There is no denying this is not your normal women's fiction, the themes of alcoholism, domestic violence and self harm are effecting and Sadie Jones does not stray from depicting them honestly and unflinchingly. The violence and misery behind closed doors is a prevailing theme and the claustrophobia of a post war small town is all the more heavy because of it.
One might not understand the compulsion to beat another into submission or to inflict pain on oneself as the only means to release, and it is hard to relate to the remote and troubled Lewis, but when you take a step back and realise from where it stemmed, you suddenly realise just how strong he had to be to get through his childhood even in this way.
His mother is smothered by middle class snobbery and her developing dependence on booze to get through the day is her downfall. His father remote and unable to adapt to domestic life afters his service in the war and further alienated by his inability to break into the cocoon of co dependence set up by Lewis's mother as a defence against the world she despises. She unfairly created a life for Lewis that left him remote and then by leaving in such tragic circumstances, left him to inhabit it alone without giving his father a realistic way to reach him in both their times of grief.
He gets through, his coping strategies are limited, but he survives.
It's not all bleak, the idea of Lewis provides comfort and succour for Kit, whose dark confinement behind the mask of social standing and respectability set up by her utterly repellant parents and the blameless but silently complicit elder sister is pierced by the sunlight when Lewis is around. The injustice of his treatment by all the "respectable people" in town gives her a power of her own to suffer the twin torments of violent chastisement and utter ambivalence to her presence the rest of the time. In the end her small rebellions are for notice of any kind, but Lewis sees her. He sees her as she really is, a child forced to confront the reality and cruelty of real life far too early.
Not an easy read emotionally, but knowing that eventually two lost souls find each other and struggle to free themselves from what were horrendous situations is actually what ultimately makes this a story of redemption and satisfying. That we do not get a definitive happy ever after is actually very refreshing, we are free to imagine the ultimate resolution for Lewis and Kit and in my mind, they live a life grateful for each other and spent lancing the poison of their shared childhoods so that although scarred they heal entirely.
BRIEF WORD: The BBC two -part adaptation was outstanding, wonderfully cast and evoking the feeling of the book entirely.

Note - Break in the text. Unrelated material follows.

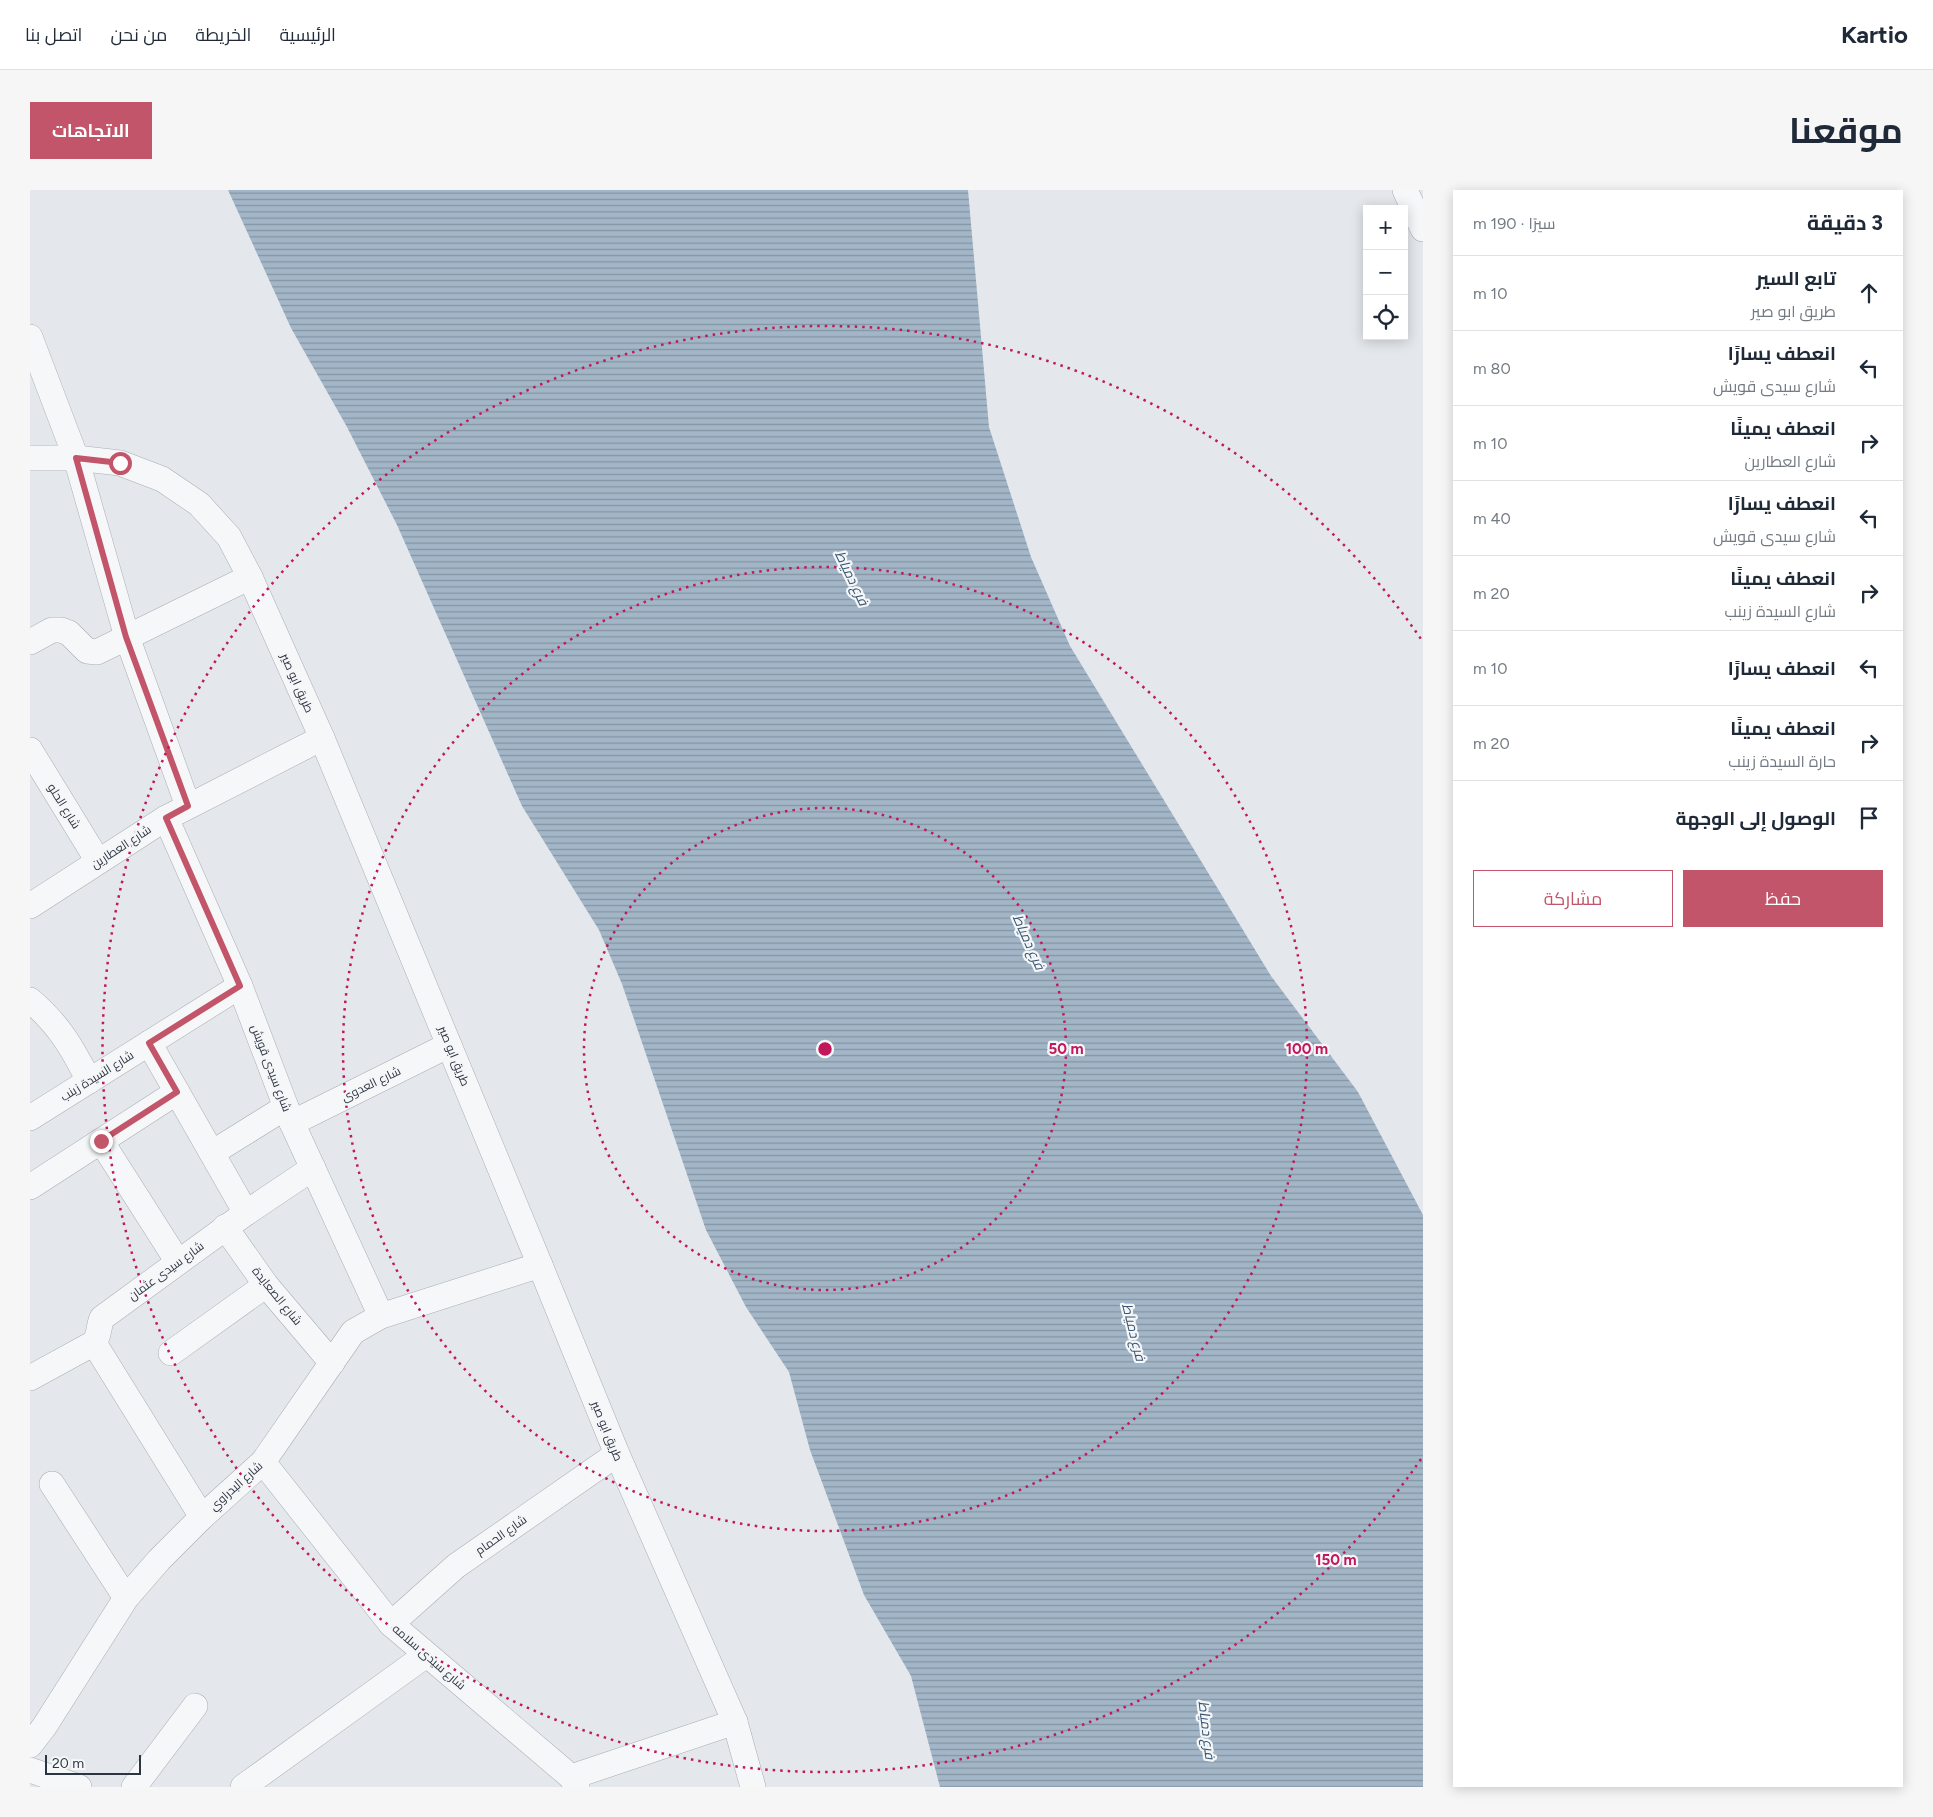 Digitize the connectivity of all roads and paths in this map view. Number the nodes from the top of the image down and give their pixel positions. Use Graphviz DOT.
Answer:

Why is this in my Top 20 Books?
The idea of these two children brutalised both emotionally or physically by the blatant turning away by decent respectable folk who prefer to think that life is idyllic again now that the fighting has ceased and ignoring the awful affect six years at war had inflicted is interesting to me. Lewis is not a romantic hero, but the affection and love he develops for Kit is deeper and somehow purer for his flaws. Here we have a tale of redemption that touches the heart whilst still leaving the reader shaken to the core.